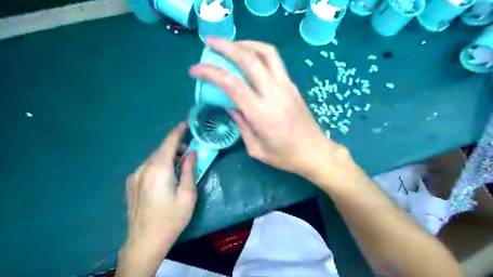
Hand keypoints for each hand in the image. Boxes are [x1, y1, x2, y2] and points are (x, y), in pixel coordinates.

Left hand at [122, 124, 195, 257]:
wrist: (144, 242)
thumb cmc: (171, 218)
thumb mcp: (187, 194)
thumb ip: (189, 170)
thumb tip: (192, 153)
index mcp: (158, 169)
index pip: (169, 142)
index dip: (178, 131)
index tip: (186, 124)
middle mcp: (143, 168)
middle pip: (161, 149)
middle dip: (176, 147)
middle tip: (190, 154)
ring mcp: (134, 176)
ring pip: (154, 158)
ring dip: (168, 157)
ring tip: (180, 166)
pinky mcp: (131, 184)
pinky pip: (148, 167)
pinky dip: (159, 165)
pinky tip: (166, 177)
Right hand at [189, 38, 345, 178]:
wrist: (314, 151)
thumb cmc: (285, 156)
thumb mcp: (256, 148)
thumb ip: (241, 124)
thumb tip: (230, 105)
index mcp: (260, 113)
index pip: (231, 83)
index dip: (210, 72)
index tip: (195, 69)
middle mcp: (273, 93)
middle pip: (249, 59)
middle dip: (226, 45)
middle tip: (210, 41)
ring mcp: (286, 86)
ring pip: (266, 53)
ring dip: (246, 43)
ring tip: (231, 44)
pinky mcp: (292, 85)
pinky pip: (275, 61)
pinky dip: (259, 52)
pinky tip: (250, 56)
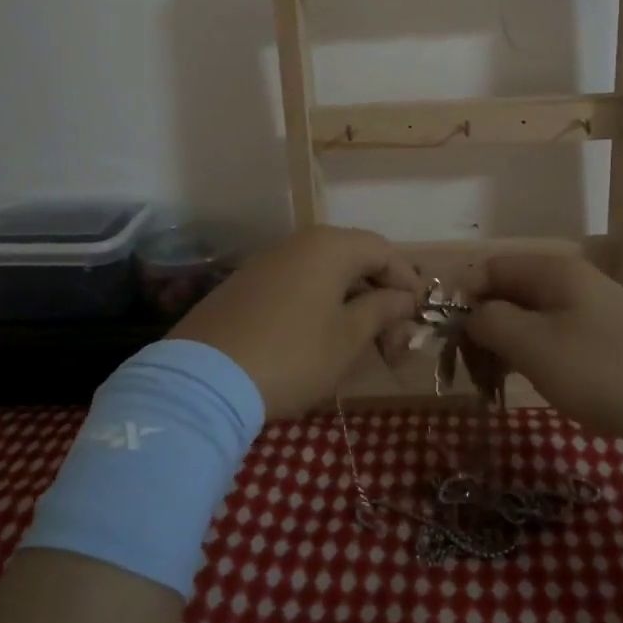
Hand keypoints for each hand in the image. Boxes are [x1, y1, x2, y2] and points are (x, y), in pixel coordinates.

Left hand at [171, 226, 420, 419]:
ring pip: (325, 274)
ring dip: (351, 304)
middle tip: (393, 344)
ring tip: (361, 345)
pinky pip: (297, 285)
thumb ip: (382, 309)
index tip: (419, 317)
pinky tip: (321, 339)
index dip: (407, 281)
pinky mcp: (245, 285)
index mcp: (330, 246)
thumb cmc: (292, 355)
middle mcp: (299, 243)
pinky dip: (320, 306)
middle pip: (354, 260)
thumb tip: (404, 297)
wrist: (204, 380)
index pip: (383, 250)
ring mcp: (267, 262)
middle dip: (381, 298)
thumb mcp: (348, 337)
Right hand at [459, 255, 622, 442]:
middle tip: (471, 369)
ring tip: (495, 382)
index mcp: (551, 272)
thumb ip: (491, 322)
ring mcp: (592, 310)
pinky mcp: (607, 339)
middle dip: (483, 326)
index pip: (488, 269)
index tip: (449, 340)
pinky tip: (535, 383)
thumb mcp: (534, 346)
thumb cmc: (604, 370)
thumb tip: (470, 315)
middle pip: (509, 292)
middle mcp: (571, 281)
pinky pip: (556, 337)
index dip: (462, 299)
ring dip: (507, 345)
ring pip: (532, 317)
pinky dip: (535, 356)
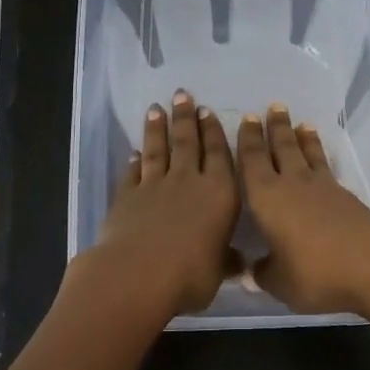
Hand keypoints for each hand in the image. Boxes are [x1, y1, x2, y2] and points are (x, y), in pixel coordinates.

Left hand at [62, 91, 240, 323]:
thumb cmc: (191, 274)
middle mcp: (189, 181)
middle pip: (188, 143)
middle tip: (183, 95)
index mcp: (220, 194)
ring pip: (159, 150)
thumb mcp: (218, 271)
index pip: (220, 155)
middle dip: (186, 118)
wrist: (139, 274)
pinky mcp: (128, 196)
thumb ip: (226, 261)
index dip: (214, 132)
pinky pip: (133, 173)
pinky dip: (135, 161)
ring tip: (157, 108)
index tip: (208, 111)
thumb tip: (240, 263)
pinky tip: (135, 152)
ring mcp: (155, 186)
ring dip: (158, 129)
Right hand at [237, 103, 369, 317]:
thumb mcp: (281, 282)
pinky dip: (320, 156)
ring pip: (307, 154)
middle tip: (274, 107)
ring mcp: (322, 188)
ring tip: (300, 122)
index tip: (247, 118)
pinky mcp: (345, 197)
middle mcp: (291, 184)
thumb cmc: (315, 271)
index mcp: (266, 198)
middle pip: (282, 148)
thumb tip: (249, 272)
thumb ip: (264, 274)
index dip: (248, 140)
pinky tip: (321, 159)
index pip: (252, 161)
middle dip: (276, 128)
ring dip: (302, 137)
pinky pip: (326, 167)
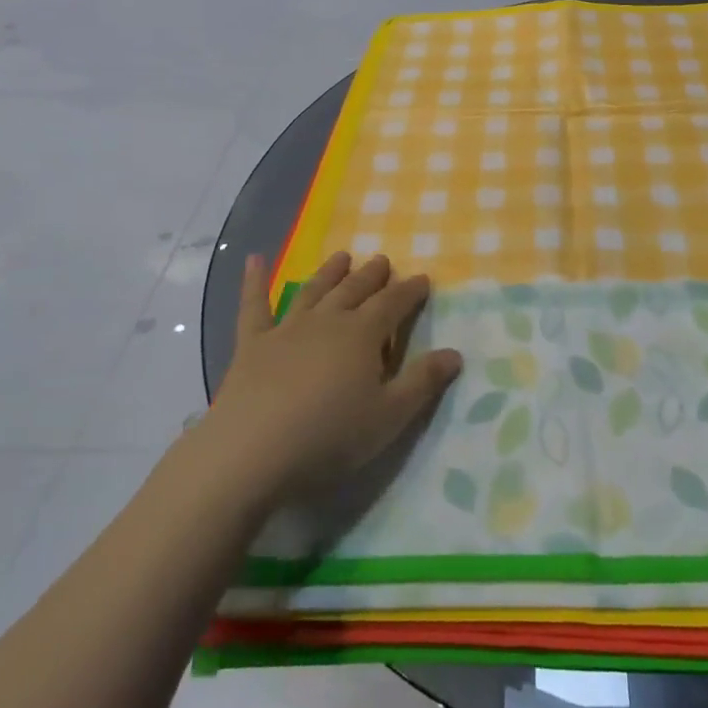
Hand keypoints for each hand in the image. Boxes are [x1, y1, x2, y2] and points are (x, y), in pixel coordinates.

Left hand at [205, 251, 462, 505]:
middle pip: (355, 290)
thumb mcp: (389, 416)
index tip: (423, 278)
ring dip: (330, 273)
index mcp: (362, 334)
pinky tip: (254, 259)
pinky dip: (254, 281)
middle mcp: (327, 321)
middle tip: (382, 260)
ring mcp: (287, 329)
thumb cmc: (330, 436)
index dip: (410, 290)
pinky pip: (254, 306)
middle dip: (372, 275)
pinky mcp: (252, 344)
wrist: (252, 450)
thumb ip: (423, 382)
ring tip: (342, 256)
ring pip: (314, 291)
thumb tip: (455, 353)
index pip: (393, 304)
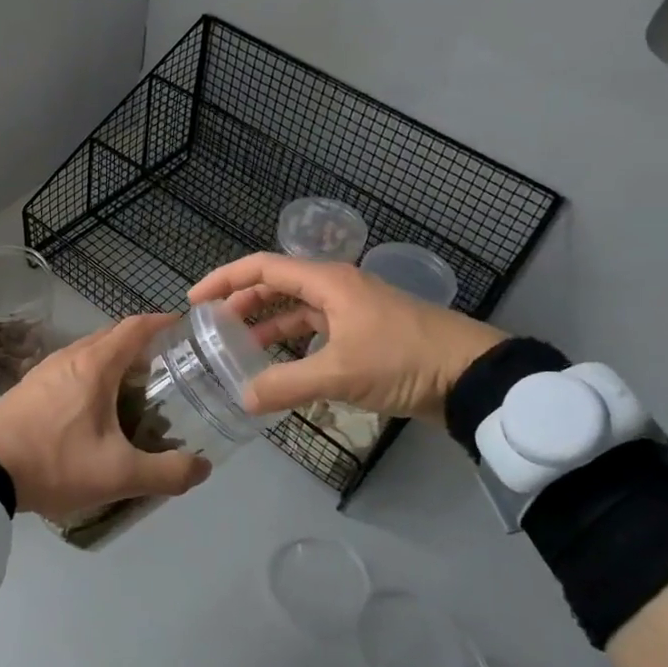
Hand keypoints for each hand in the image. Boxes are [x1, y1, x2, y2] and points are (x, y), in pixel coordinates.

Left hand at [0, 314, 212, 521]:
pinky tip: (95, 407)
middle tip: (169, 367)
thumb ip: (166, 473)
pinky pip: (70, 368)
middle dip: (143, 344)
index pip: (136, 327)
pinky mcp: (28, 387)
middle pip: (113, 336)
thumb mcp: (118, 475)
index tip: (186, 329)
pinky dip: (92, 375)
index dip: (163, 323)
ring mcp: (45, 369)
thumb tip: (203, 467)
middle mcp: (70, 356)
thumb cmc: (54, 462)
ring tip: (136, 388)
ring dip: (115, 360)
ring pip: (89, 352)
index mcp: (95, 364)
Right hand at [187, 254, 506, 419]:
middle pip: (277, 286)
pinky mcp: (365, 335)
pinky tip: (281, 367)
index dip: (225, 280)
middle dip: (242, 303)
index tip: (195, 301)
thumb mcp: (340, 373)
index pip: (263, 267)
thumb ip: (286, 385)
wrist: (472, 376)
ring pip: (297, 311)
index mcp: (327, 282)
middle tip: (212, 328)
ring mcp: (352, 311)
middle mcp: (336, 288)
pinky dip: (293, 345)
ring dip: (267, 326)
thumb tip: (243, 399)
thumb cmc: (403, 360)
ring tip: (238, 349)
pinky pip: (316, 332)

********************

TASK REQUIREMENTS: From the first line to the last, write out the data exactly, dropping any pictures.

SOLUTION FOR THIS PROBLEM:
Hand keypoints for each hand in the image. Boxes are [x1, y1, x2, y2] and points are (x, y), in pixel coordinates.

Left hand at [122, 124, 195, 257]:
wrist: (144, 242)
thumb cmc: (171, 218)
thumb mcp: (187, 194)
thumb ip: (189, 170)
thumb tip: (192, 153)
index mcp: (158, 169)
index pip: (169, 142)
index dip: (178, 131)
index tip: (186, 124)
middle mcp: (143, 168)
middle pip: (161, 149)
middle dip: (176, 147)
middle tip: (190, 154)
ring mcp: (134, 176)
ring pip: (154, 158)
ring dip: (168, 157)
ring tip: (180, 166)
pinky mcp: (131, 184)
pinky pip: (148, 167)
pinky dip: (159, 165)
pinky tip: (166, 177)
Right hand at [189, 38, 345, 178]:
wrist: (314, 151)
thumb cmc: (285, 156)
thumb mcp: (256, 148)
thumb ip: (241, 124)
thumb tip: (230, 105)
index mcp: (260, 113)
index pip: (231, 83)
index dip: (210, 72)
index tip: (195, 69)
middle mcp: (273, 93)
middle pip: (249, 59)
middle dip: (226, 45)
middle tip: (210, 41)
ring mcp: (286, 86)
ring pip: (266, 53)
ring dip: (246, 43)
ring tip: (231, 44)
pinky mcp: (292, 85)
pinky pip: (275, 61)
pinky dip: (259, 52)
pinky tip: (250, 56)
Hand keypoints for each hand in the image. Boxes are [x1, y1, x2, y2] and points are (x, y), in pixel coordinates.

Left hand at [171, 226, 420, 419]:
ring pip: (325, 274)
ring dip: (351, 304)
middle tip: (393, 344)
ring tip: (361, 345)
pinky pip: (297, 285)
thumb ip: (382, 309)
index tip: (419, 317)
pinky tip: (321, 339)
index dip: (407, 281)
pinky mcp: (245, 285)
index mcp: (330, 246)
thumb cmc: (292, 355)
middle mcp: (299, 243)
pinky dip: (320, 306)
middle pip: (354, 260)
thumb tip: (404, 297)
wrist: (204, 380)
index pip: (383, 250)
ring mcp: (267, 262)
middle dip: (381, 298)
thumb mcp: (348, 337)
Right hand at [459, 255, 622, 442]:
middle tip: (471, 369)
ring tip: (495, 382)
index mcp: (551, 272)
thumb ip: (491, 322)
ring mcp: (592, 310)
pinky mcp: (607, 339)
middle dip: (483, 326)
index pip: (488, 269)
index tip: (449, 340)
pinky tip: (535, 383)
thumb mcp: (534, 346)
thumb cmc: (604, 370)
thumb tip: (470, 315)
middle pip: (509, 292)
middle mcp: (571, 281)
pinky pip: (556, 337)
index dip: (462, 299)
ring dip: (507, 345)
ring pip: (532, 317)
pinky dip: (535, 356)
Hand keypoints for each hand in the image. Boxes are [x1, y1, x2, y2] and points are (x, y), in pixel coordinates.

Left hand at [62, 91, 240, 323]:
thumb cmc: (191, 274)
middle mcp: (189, 181)
middle pip: (188, 143)
middle tip: (183, 95)
index mcp: (220, 194)
ring pip: (159, 150)
thumb mcp: (218, 271)
index pip: (220, 155)
middle dip: (186, 118)
wrist: (139, 274)
pinky mcp: (128, 196)
thumb ip: (226, 261)
index dip: (214, 132)
pinky pip: (133, 173)
pinky dip: (135, 161)
ring tip: (157, 108)
index tip: (208, 111)
thumb tip: (240, 263)
pinky tip: (135, 152)
ring mcp: (155, 186)
ring dip: (158, 129)
Right hand at [237, 103, 369, 317]:
thumb mcp: (281, 282)
pinky dip: (320, 156)
ring pip: (307, 154)
middle tip: (274, 107)
ring mcp: (322, 188)
ring tip: (300, 122)
index tip: (247, 118)
pinky mcp: (345, 197)
middle mcp: (291, 184)
thumb cmc: (315, 271)
index mcp: (266, 198)
middle pip: (282, 148)
thumb tip: (249, 272)
thumb ip: (264, 274)
index dip: (248, 140)
pinky tip: (321, 159)
index pip: (252, 161)
middle dip: (276, 128)
ring dip: (302, 137)
pinky pip: (326, 167)
Hand keypoints for each hand in the image. Boxes are [x1, y1, x2, y2] and points are (x, y), in pixel coordinates.

Left hand at [205, 251, 462, 505]:
middle pip: (355, 290)
thumb mcp: (389, 416)
index tip: (423, 278)
ring dip: (330, 273)
index mcp: (362, 334)
pinky tip: (254, 259)
pinky dip: (254, 281)
middle mcp: (327, 321)
middle tip: (382, 260)
ring mcp: (287, 329)
thumb cmc: (330, 436)
index dip: (410, 290)
pinky pip: (254, 306)
middle dip: (372, 275)
pinky mcp: (252, 344)
wrist: (252, 450)
thumb ip: (423, 382)
ring tip: (342, 256)
ring pip: (314, 291)
thumb tip: (455, 353)
index pip: (393, 304)
Hand keypoints for each hand in the image. Boxes are [x1, y1, x2, y2] and points are (x, y), in pixel coordinates.

Left hand at [0, 314, 212, 521]:
pinky tip: (95, 407)
middle tip: (169, 367)
thumb ip: (166, 473)
pinky pip: (70, 368)
middle dip: (143, 344)
index pip: (136, 327)
pinky mcp: (28, 387)
middle pip: (113, 336)
thumb mcp: (118, 475)
index tip: (186, 329)
pinky dip: (92, 375)
index dip: (163, 323)
ring mcp: (45, 369)
thumb tip: (203, 467)
middle mcp: (70, 356)
thumb cmc: (54, 462)
ring tip: (136, 388)
ring dip: (115, 360)
ring pip: (89, 352)
index mcp: (95, 364)
Right hand at [187, 254, 506, 419]:
middle pip: (277, 286)
pinky mcp: (365, 335)
pinky tip: (281, 367)
index dip: (225, 280)
middle dip: (242, 303)
index tip: (195, 301)
thumb mcp: (340, 373)
index pip: (263, 267)
thumb ip: (286, 385)
wrist: (472, 376)
ring pip: (297, 311)
index mcp: (327, 282)
middle tip: (212, 328)
ring mcp: (352, 311)
middle mcp: (336, 288)
pinky dip: (293, 345)
ring dip: (267, 326)
thumb tip: (243, 399)
thumb cmc: (403, 360)
ring tip: (238, 349)
pinky pip: (316, 332)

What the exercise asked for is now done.